__Records to process__:
----

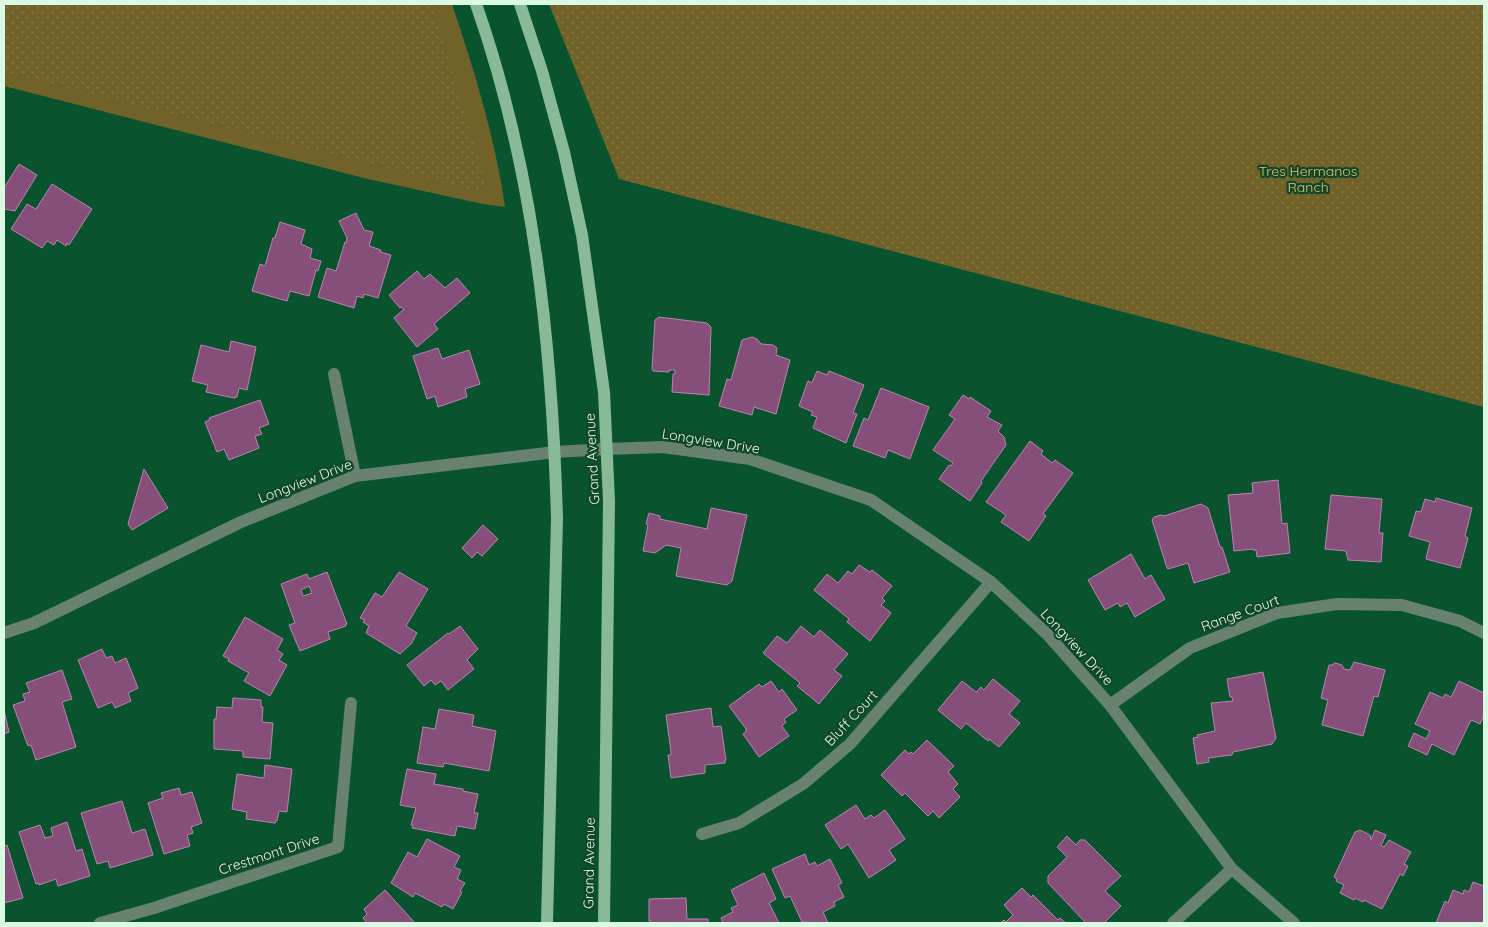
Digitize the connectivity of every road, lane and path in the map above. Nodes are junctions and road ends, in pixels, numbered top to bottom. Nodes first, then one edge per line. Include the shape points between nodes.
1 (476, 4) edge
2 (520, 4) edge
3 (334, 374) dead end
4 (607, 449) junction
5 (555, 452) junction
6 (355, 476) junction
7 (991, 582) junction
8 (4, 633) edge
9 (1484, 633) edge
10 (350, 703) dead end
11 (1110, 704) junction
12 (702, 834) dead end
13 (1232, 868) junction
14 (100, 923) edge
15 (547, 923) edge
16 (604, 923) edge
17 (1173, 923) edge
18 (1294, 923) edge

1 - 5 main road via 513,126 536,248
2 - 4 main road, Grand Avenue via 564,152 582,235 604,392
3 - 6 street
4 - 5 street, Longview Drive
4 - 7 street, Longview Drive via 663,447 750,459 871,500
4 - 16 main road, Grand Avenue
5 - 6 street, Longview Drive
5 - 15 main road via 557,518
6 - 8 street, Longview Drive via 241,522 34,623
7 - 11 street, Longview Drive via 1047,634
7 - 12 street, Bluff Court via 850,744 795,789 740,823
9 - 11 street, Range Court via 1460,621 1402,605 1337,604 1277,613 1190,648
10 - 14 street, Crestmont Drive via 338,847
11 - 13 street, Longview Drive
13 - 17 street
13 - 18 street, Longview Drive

----

__About this exercise__:
Above are records with pictures; repeat them exactly, but without the pictures.

__Written response__:
Digitize the connectivity of every road, lane and path in the map above. Nodes are junctions and road ends, in pixels, numbered top to bottom. Nodes first, then one edge per line. Include the shape points between nodes.
1 (476, 4) edge
2 (520, 4) edge
3 (334, 374) dead end
4 (607, 449) junction
5 (555, 452) junction
6 (355, 476) junction
7 (991, 582) junction
8 (4, 633) edge
9 (1484, 633) edge
10 (350, 703) dead end
11 (1110, 704) junction
12 (702, 834) dead end
13 (1232, 868) junction
14 (100, 923) edge
15 (547, 923) edge
16 (604, 923) edge
17 (1173, 923) edge
18 (1294, 923) edge

1 - 5 main road via 513,126 536,248
2 - 4 main road, Grand Avenue via 564,152 582,235 604,392
3 - 6 street
4 - 5 street, Longview Drive
4 - 7 street, Longview Drive via 663,447 750,459 871,500
4 - 16 main road, Grand Avenue
5 - 6 street, Longview Drive
5 - 15 main road via 557,518
6 - 8 street, Longview Drive via 241,522 34,623
7 - 11 street, Longview Drive via 1047,634
7 - 12 street, Bluff Court via 850,744 795,789 740,823
9 - 11 street, Range Court via 1460,621 1402,605 1337,604 1277,613 1190,648
10 - 14 street, Crestmont Drive via 338,847
11 - 13 street, Longview Drive
13 - 17 street
13 - 18 street, Longview Drive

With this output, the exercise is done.